• _Task objective_
Return only the lines from the top of the data down to the one that holds "I need the junctions", both included, without any pictures.

(Beginning of Task input)

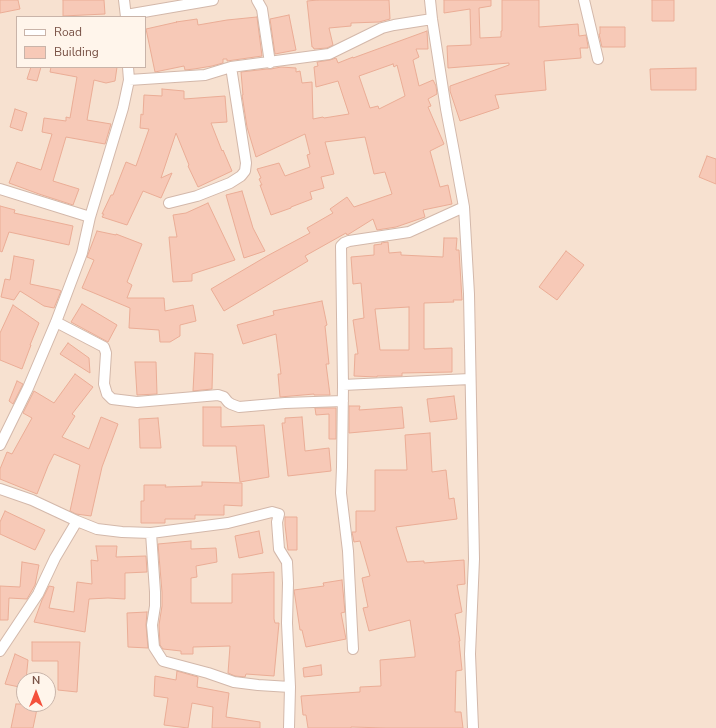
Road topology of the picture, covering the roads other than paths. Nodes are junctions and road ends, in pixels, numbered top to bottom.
1 (124, 0) edge
2 (213, 0) edge
3 (257, 0) edge
4 (430, 0) edge
5 (584, 0) edge
6 (126, 16) edge
7 (432, 19) junction
8 (598, 59) dead end
9 (270, 62) junction
10 (231, 67) junction
11 (128, 68) edge
12 (129, 80) junction
13 (0, 189) edge
14 (169, 203) dead end
15 (464, 207) junction
16 (90, 217) junction
17 (56, 322) junction
18 (470, 379) junction
19 (343, 385) junction
20 (343, 401) junction
21 (0, 445) edge
22 (0, 489) edge
23 (77, 521) junction
24 (151, 533) junction
25 (353, 649) dead end
26 (0, 651) edge
27 (290, 687) junction
28 (289, 728) edge
29 (473, 728) edge

1 - 6 street
2 - 6 street
3 - 9 street
4 - 7 street
5 - 8 street
7 - 9 street
7 - 15 street
9 - 10 street
10 - 12 street
10 - 14 street
11 - 12 street
12 - 16 street
13 - 16 street
15 - 18 street
15 - 19 street
16 - 17 street
17 - 20 street
17 - 21 street
18 - 19 street
18 - 29 street
19 - 20 street
20 - 25 street
22 - 23 street
23 - 24 street
23 - 26 street
24 - 27 street
24 - 27 street
27 - 28 street

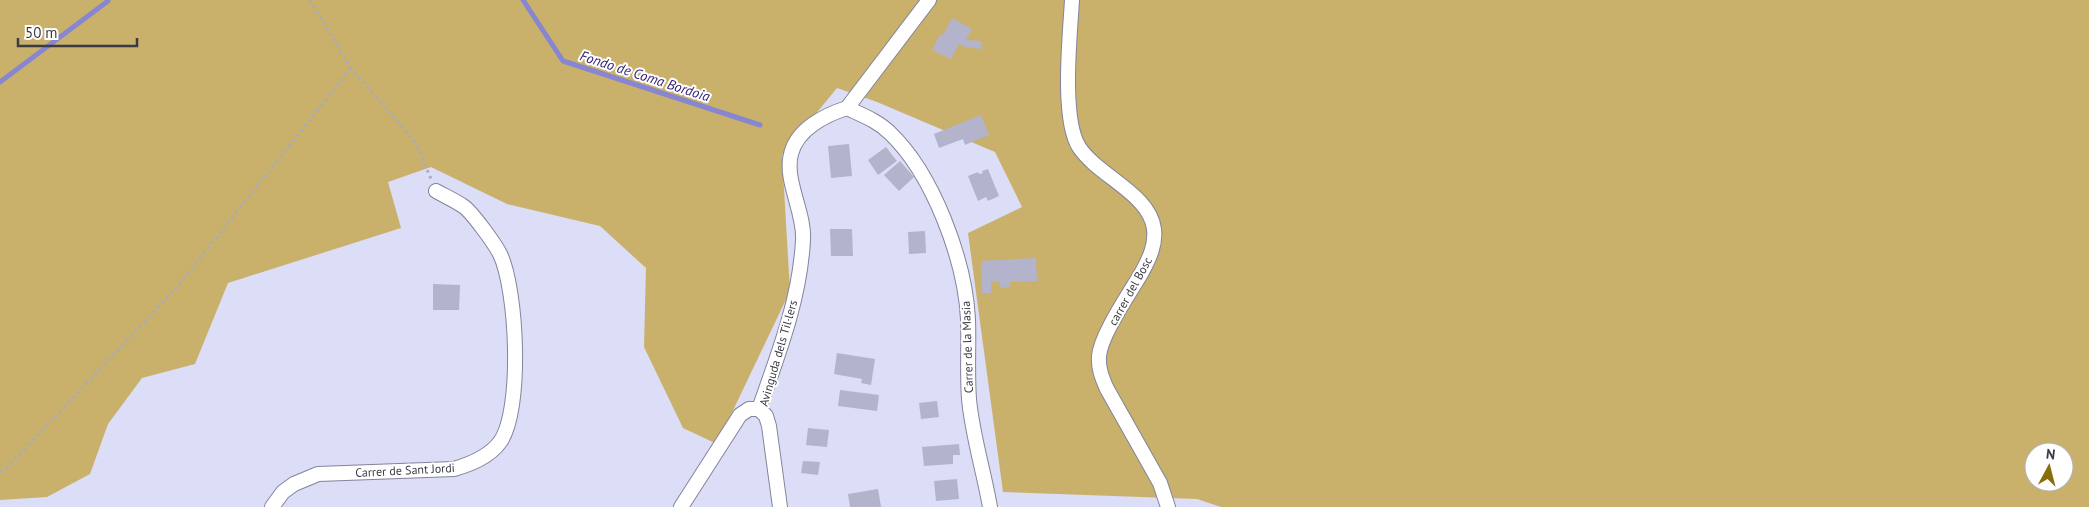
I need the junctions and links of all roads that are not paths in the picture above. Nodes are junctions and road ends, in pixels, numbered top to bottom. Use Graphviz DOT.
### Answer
graph roads {
  1 [pos="929,0"];
  2 [pos="1072,0"];
  3 [pos="847,108"];
  4 [pos="436,191"];
  5 [pos="759,409"];
  6 [pos="272,507"];
  7 [pos="681,507"];
  8 [pos="780,507"];
  9 [pos="990,507"];
  10 [pos="1168,507"];
  1 -- 3 [label="street"];
  2 -- 10 [label="street, carrer del Bosc"];
  3 -- 5 [label="street, Avinguda dels Til·lers"];
  3 -- 9 [label="street, Carrer de la Masia"];
  4 -- 6 [label="street, Carrer de Sant Jordi"];
  5 -- 7 [label="street"];
  5 -- 8 [label="street, Avinguda dels Til·lers"];
}
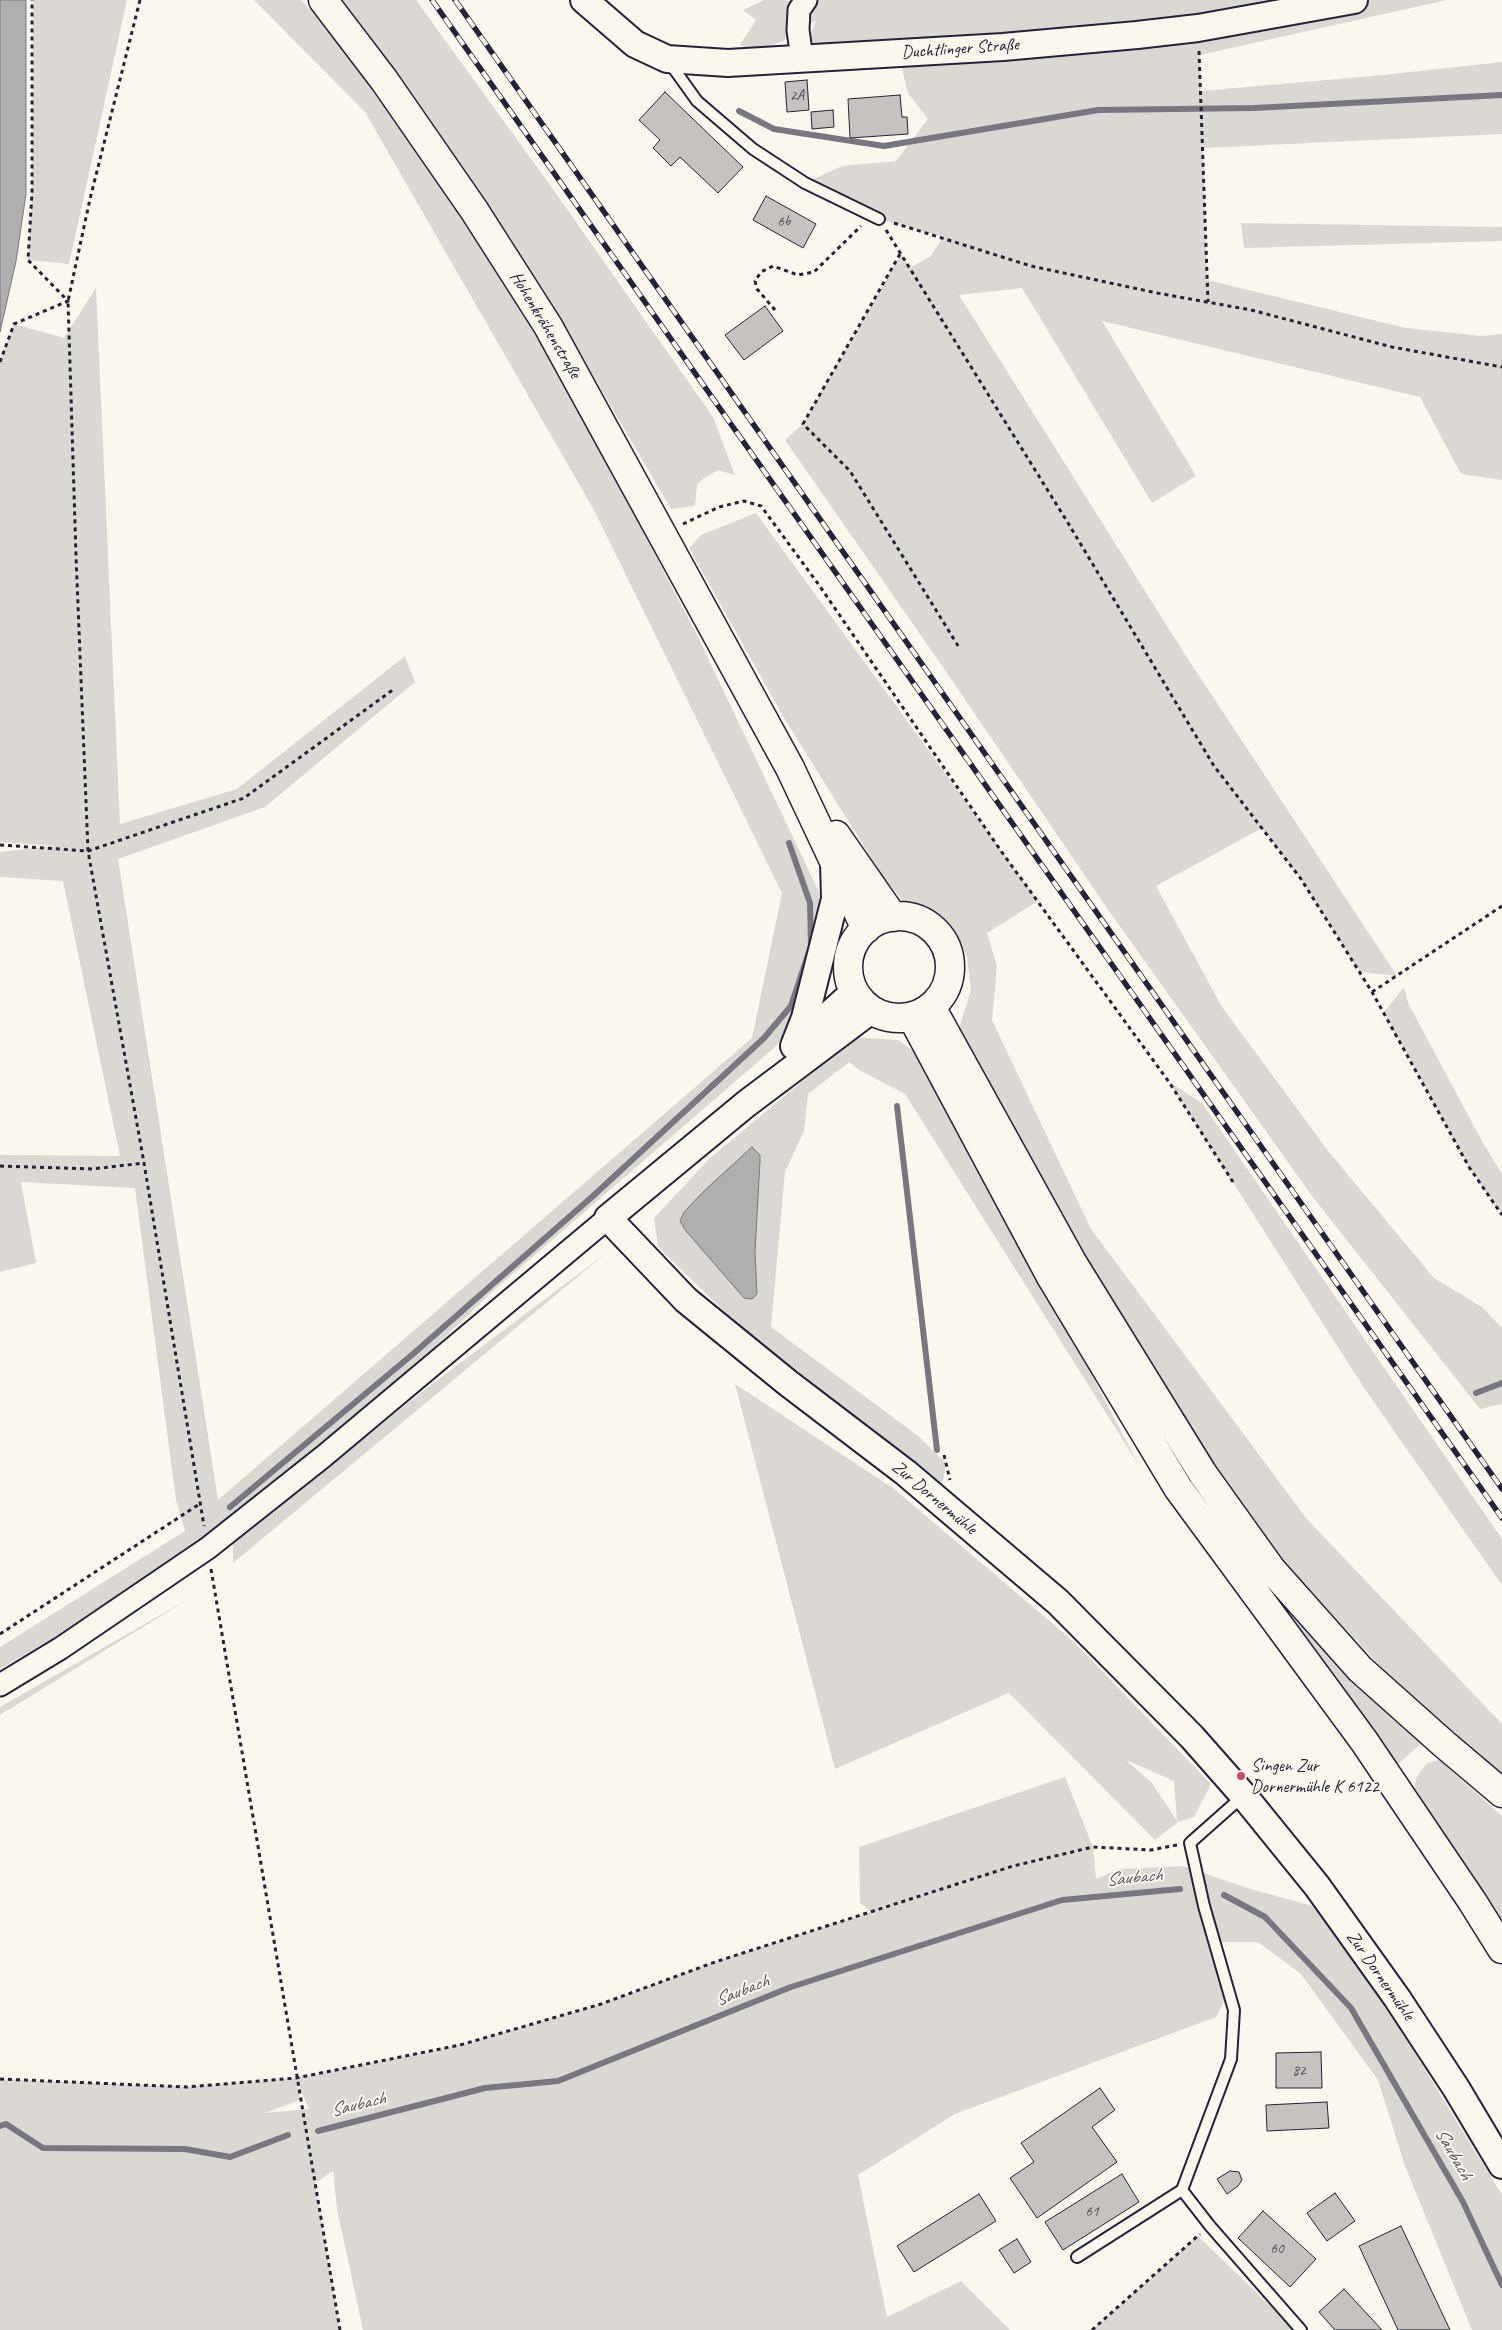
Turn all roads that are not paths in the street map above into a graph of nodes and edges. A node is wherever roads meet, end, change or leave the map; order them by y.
1 (324, 0) edge
2 (584, 0) edge
3 (598, 0) edge
4 (806, 0) edge
5 (1354, 0) edge
6 (610, 23) junction
7 (802, 58) junction
8 (667, 59) junction
9 (875, 217) road end
10 (790, 768) junction
11 (834, 861) junction
12 (893, 917) junction
13 (866, 929) junction
14 (863, 1001) junction
15 (921, 1012) junction
16 (794, 1046) junction
17 (746, 1104) junction
18 (608, 1218) junction
19 (0, 1685) edge
20 (1502, 1792) edge
21 (1244, 1796) junction
22 (1502, 1949) edge
23 (1502, 2166) edge
24 (1182, 2190) junction
25 (1077, 2257) dead end
26 (1301, 2330) edge

1 - 10 main road, Hohenkrähenstraße
2 - 6 street, Duchtlinger Straße
3 - 6 lane
4 - 7 street
5 - 7 street, Duchtlinger Straße
6 - 8 street, Duchtlinger Straße
7 - 8 street, Duchtlinger Straße
8 - 9 lane
10 - 11 main road
10 - 12 main road
11 - 13 main road
11 - 16 street
12 - 13 main road
12 - 15 main road
13 - 14 main road
14 - 15 main road
14 - 16 street
14 - 17 street
15 - 20 main road
15 - 22 main road
16 - 17 street
17 - 18 street
18 - 19 street
18 - 21 street, Zur Dornermühle
21 - 23 street, Zur Dornermühle
21 - 24 lane
24 - 25 lane
24 - 26 lane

(End of Task input)

• _Finished task_
Road topology of the picture, covering the roads other than paths. Nodes are junctions and road ends, in pixels, numbered top to bottom.
1 (124, 0) edge
2 (213, 0) edge
3 (257, 0) edge
4 (430, 0) edge
5 (584, 0) edge
6 (126, 16) edge
7 (432, 19) junction
8 (598, 59) dead end
9 (270, 62) junction
10 (231, 67) junction
11 (128, 68) edge
12 (129, 80) junction
13 (0, 189) edge
14 (169, 203) dead end
15 (464, 207) junction
16 (90, 217) junction
17 (56, 322) junction
18 (470, 379) junction
19 (343, 385) junction
20 (343, 401) junction
21 (0, 445) edge
22 (0, 489) edge
23 (77, 521) junction
24 (151, 533) junction
25 (353, 649) dead end
26 (0, 651) edge
27 (290, 687) junction
28 (289, 728) edge
29 (473, 728) edge

1 - 6 street
2 - 6 street
3 - 9 street
4 - 7 street
5 - 8 street
7 - 9 street
7 - 15 street
9 - 10 street
10 - 12 street
10 - 14 street
11 - 12 street
12 - 16 street
13 - 16 street
15 - 18 street
15 - 19 street
16 - 17 street
17 - 20 street
17 - 21 street
18 - 19 street
18 - 29 street
19 - 20 street
20 - 25 street
22 - 23 street
23 - 24 street
23 - 26 street
24 - 27 street
24 - 27 street
27 - 28 street

I need the junctions and links of all roads that are not paths in the picture above. Nodes are junctions and road ends, in pixels, numbered top to bottom. Use Graphviz DOT.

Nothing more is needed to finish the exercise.